И потому, уезжая, Иван со страхом чувствует, что «в его душе сидел лакей Смердяков», сидело нечто такое, что хотя и было его, Ивана, частицей, но лишь частицей, а теперь и тут чудовищно разрасталось, принимало уродливые формы, грозило чем-то предчувствуемым, но неведомым и ужасным. Иван, как ученик чародея, вызвал силы, ни размера, ни действий которых не предвидел и совладать с которыми не мог. Идея из той сферы, в которой ею полностью владел Иван, из сферы чистой — многозначной и
Однако «действие» Ивана, «поступок», приводящий в конце концов к осуществлению его свободного желания (а на свободе своих желаний Иван очень настаивал), такой «поступок» не есть прямое осуществление «идеи» и «желания», как это было у Раскольникова или как это есть у Смердякова. Этот поступок (отъезд Ивана в Москву), подобно его мысли, не однозначен по своему смыслу и последствиям, в определенных пределах «обратим». Последствия отъезда Ивана зависят от решений и действий другой свободной личности и потому лежат на ее ответственности: если отец будет убит, то убийца — Дмитрий.

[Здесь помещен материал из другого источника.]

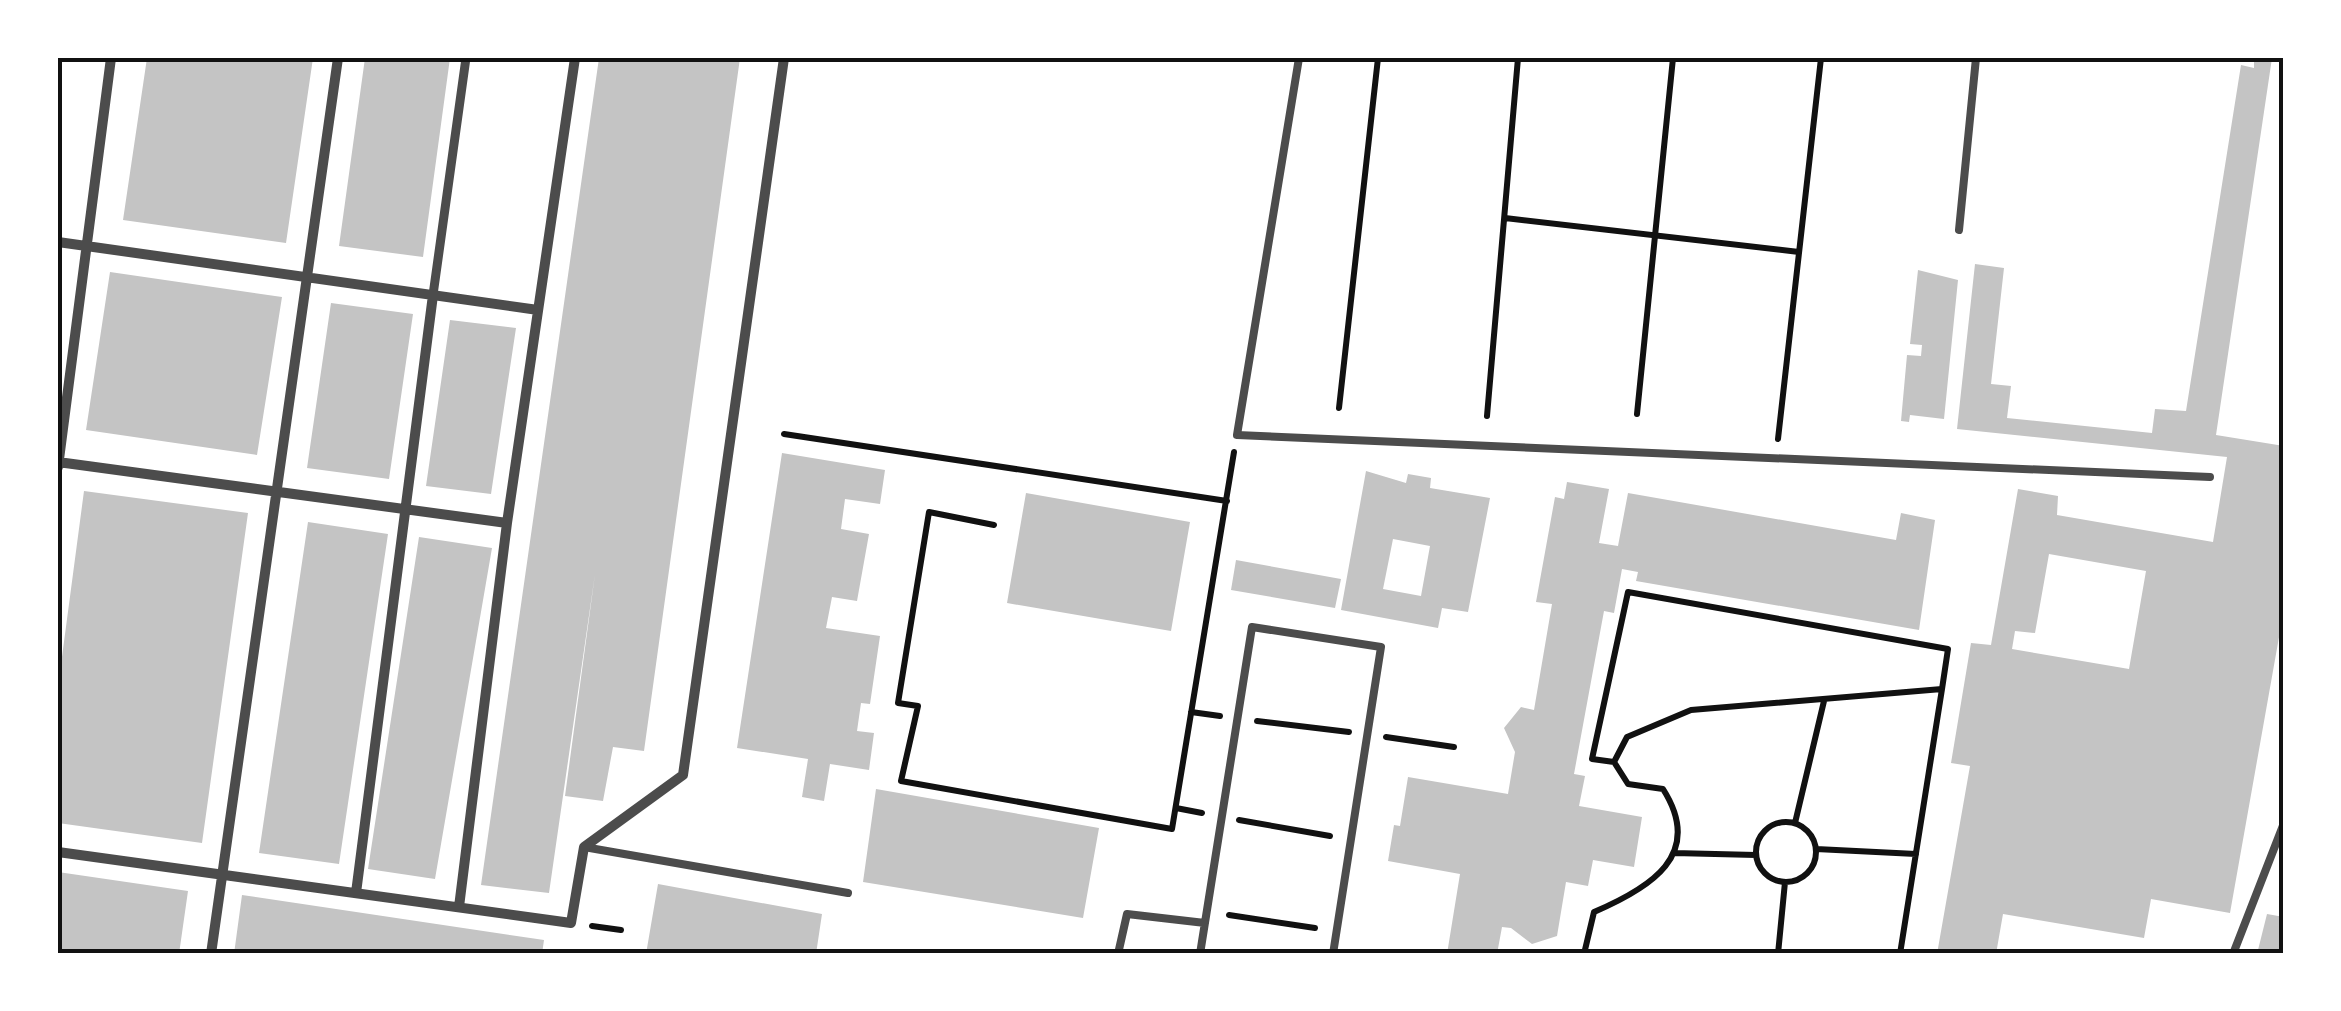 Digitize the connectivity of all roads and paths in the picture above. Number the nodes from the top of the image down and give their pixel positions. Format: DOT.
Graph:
graph roads {
  1 [pos="111,58"];
  2 [pos="338,58"];
  3 [pos="466,58"];
  4 [pos="575,58"];
  5 [pos="784,58"];
  6 [pos="1299,58"];
  7 [pos="1378,58"];
  8 [pos="1518,58"];
  9 [pos="1672,58"];
  10 [pos="1821,58"];
  11 [pos="1976,58"];
  12 [pos="1505,218"];
  13 [pos="1960,230"];
  14 [pos="1656,236"];
  15 [pos="58,242"];
  16 [pos="86,246"];
  17 [pos="1799,252"];
  18 [pos="308,277"];
  19 [pos="433,294"];
  20 [pos="538,310"];
  21 [pos="1339,408"];
  22 [pos="1637,414"];
  23 [pos="1486,416"];
  24 [pos="784,434"];
  25 [pos="1237,436"];
  26 [pos="1776,456"];
  27 [pos="58,464"];
  28 [pos="2210,477"];
  29 [pos="278,493"];
  30 [pos="1226,501"];
  31 [pos="404,509"];
  32 [pos="508,523"];
  33 [pos="994,525"];
  34 [pos="1942,689"];
  35 [pos="1824,701"];
  36 [pos="1192,712"];
  37 [pos="1237,718"];
  38 [pos="1368,734"];
  39 [pos="1454,748"];
  40 [pos="1614,762"];
  41 [pos="1176,808"];
  42 [pos="1222,817"];
  43 [pos="1796,823"];
  44 [pos="2284,823"];
  45 [pos="1351,839"];
  46 [pos="584,846"];
  47 [pos="1816,850"];
  48 [pos="58,852"];
  49 [pos="1674,853"];
  50 [pos="1916,854"];
  51 [pos="1756,855"];
  52 [pos="224,874"];
  53 [pos="1785,882"];
  54 [pos="356,892"];
  55 [pos="848,893"];
  56 [pos="459,907"];
  57 [pos="1207,912"];
  58 [pos="1205,922"];
  59 [pos="1336,932"];
  60 [pos="211,954"];
  61 [pos="1118,954"];
  62 [pos="1200,954"];
  63 [pos="1333,954"];
  64 [pos="1584,954"];
  65 [pos="1778,954"];
  66 [pos="1900,954"];
  67 [pos="2234,954"];
  1 -- 16 [label="street"];
  2 -- 18 [label="street"];
  3 -- 19 [label="street"];
  4 -- 20 [label="street"];
  5 -- 46 [label="street"];
  6 -- 25 [label="lane"];
  7 -- 21 [label="path"];
  8 -- 12 [label="path"];
  9 -- 14 [label="path"];
  10 -- 17 [label="path"];
  11 -- 13 [label="lane"];
  12 -- 14 [label="path"];
  12 -- 23 [label="path"];
  14 -- 17 [label="path"];
  14 -- 22 [label="path"];
  15 -- 16 [label="street"];
  16 -- 18 [label="street"];
  16 -- 27 [label="street"];
  17 -- 26 [label="path"];
  18 -- 19 [label="street"];
  18 -- 29 [label="street"];
  19 -- 20 [label="street"];
  19 -- 31 [label="street"];
  20 -- 32 [label="street"];
  24 -- 30 [label="path"];
  25 -- 26 [label="lane"];
  25 -- 30 [label="path"];
  26 -- 28 [label="lane"];
  27 -- 29 [label="street"];
  29 -- 31 [label="street"];
  29 -- 52 [label="street"];
  30 -- 36 [label="path"];
  31 -- 32 [label="street"];
  31 -- 54 [label="street"];
  32 -- 56 [label="street"];
  33 -- 41 [label="path"];
  34 -- 35 [label="path"];
  34 -- 40 [label="path"];
  34 -- 50 [label="path"];
  35 -- 40 [label="path"];
  35 -- 43 [label="path"];
  36 -- 37 [label="path"];
  36 -- 41 [label="path"];
  37 -- 38 [label="path"];
  37 -- 38 [label="lane"];
  37 -- 42 [label="lane"];
  38 -- 39 [label="path"];
  38 -- 45 [label="lane"];
  40 -- 49 [label="path"];
  41 -- 42 [label="path"];
  42 -- 45 [label="path"];
  42 -- 57 [label="lane"];
  43 -- 47 [label="path"];
  43 -- 51 [label="path"];
  44 -- 67 [label="lane"];
  45 -- 59 [label="lane"];
  46 -- 55 [label="lane"];
  46 -- 56 [label="street"];
  47 -- 50 [label="path"];
  47 -- 53 [label="path"];
  48 -- 52 [label="street"];
  49 -- 51 [label="path"];
  49 -- 64 [label="path"];
  50 -- 66 [label="path"];
  51 -- 53 [label="path"];
  52 -- 54 [label="street"];
  52 -- 60 [label="street"];
  53 -- 65 [label="path"];
  54 -- 56 [label="street"];
  57 -- 58 [label="lane"];
  57 -- 59 [label="path"];
  58 -- 61 [label="lane"];
  58 -- 62 [label="lane"];
  59 -- 63 [label="lane"];
}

Отец — убит, но убийца — не Дмитрий.
Пришли в действие те силы, которые вызвал именно Иван, вдохновил своими идеями, но единичного, необратимого действия которых как закономерного результата своих идей — не предполагал, не предвидел.
Но все же — вызвал, все же — вдохновил. И потому столь ужасно для него, «прежнего смелого человека», открывающаяся истина — убил Смердяков, а не Дмитрий. Поэтому так противится его сознание этому открытию. И лишь тогда, когда Смердяков припирает его к стене (и в прямом и в переносном смысле) своим идиотски логичным, педантическим рассказом о том, как совершилось убийство, до мелочей рассчитанное с той же идиотской логикой, лишь тогда Ивану становится безнадежно ясно: убийца и он.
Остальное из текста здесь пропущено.